This work addresses the challenge of efficiently learning Boolean $k$-juntas under standard i.i.d. uniform sampling, where conventional gradient-based methods struggle. The authors propose a novel approach that leverages temporally correlated samples generated by a lazy random walk on the hypercube, training a two-layer ReLU network via stochastic gradient descent (SGD) with a temporal difference loss. This method demonstrates, for the first time, that SGD can effectively exploit temporal correlations to achieve efficient learning of $k$-juntas, overcoming the limitations of traditional large-batch gradient methods based on pointwise convex losses. For any fixed $k$, the sample complexity scales nearly linearly with the ambient dimension $d$, substantially improving upon existing approaches.

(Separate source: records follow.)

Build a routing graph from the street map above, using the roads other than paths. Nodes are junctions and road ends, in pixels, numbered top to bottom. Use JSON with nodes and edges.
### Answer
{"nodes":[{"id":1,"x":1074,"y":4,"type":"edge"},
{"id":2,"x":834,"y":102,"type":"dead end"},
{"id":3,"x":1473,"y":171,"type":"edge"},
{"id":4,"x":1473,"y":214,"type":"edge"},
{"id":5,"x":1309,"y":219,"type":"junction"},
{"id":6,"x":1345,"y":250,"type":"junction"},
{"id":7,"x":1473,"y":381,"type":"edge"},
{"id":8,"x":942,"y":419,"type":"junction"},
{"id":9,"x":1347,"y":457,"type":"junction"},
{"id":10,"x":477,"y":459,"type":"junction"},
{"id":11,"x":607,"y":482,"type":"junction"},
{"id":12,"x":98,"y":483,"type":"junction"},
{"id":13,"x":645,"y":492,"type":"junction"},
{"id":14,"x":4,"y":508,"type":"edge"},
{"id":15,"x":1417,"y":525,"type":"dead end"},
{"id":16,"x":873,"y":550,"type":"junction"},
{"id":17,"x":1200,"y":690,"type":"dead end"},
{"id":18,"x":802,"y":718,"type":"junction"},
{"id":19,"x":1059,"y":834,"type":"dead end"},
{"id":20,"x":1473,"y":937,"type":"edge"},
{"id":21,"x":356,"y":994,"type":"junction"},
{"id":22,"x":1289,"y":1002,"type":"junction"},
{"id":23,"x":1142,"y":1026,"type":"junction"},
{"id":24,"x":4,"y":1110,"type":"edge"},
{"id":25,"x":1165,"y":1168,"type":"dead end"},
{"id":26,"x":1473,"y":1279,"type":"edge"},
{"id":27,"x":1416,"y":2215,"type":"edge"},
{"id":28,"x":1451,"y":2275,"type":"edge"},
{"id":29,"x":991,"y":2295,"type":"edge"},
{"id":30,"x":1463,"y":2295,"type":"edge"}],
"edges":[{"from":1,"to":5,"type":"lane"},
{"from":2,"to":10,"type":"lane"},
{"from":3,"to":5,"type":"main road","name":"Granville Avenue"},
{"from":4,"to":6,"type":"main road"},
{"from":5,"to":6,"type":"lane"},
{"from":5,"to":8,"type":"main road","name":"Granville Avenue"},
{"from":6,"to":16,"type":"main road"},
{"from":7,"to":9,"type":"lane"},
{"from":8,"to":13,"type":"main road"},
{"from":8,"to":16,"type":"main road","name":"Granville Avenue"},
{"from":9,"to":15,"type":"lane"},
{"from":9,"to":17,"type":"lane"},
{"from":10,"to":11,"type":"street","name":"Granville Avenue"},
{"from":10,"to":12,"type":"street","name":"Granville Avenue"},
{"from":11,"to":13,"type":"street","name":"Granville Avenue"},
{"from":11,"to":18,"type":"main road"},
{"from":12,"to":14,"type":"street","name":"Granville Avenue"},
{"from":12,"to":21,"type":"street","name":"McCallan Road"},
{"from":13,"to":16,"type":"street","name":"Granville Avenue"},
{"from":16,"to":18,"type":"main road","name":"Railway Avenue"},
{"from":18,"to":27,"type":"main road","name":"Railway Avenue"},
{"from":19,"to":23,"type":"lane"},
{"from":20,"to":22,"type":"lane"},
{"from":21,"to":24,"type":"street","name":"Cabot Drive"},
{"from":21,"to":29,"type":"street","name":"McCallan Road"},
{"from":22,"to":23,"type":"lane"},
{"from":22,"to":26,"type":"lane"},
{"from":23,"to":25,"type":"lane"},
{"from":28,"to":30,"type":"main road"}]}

We study how temporal correlations in the data can make certain sparse learning problems efficiently learnable by gradient-based methods. Our focus is on Boolean k-juntas, a canonical sparse learning problem known to pose barriers for gradient-based methods under independent uniform samples. We show that this picture changes when the samples are generated by a lazy random walk on the hypercube. In this setting, the temporal dependencies can be exploited by a two-layer ReLU network trained using stylized-SGD with a temporal-difference loss, which compares target and predicted increments across consecutive samples. For every fixed k, the resulting sample complexity is essentially linear in the ambient dimension d. By contrast, we show that for large-batch gradient methods using standard convex pointwise losses, temporal correlations do not provide the same advantage.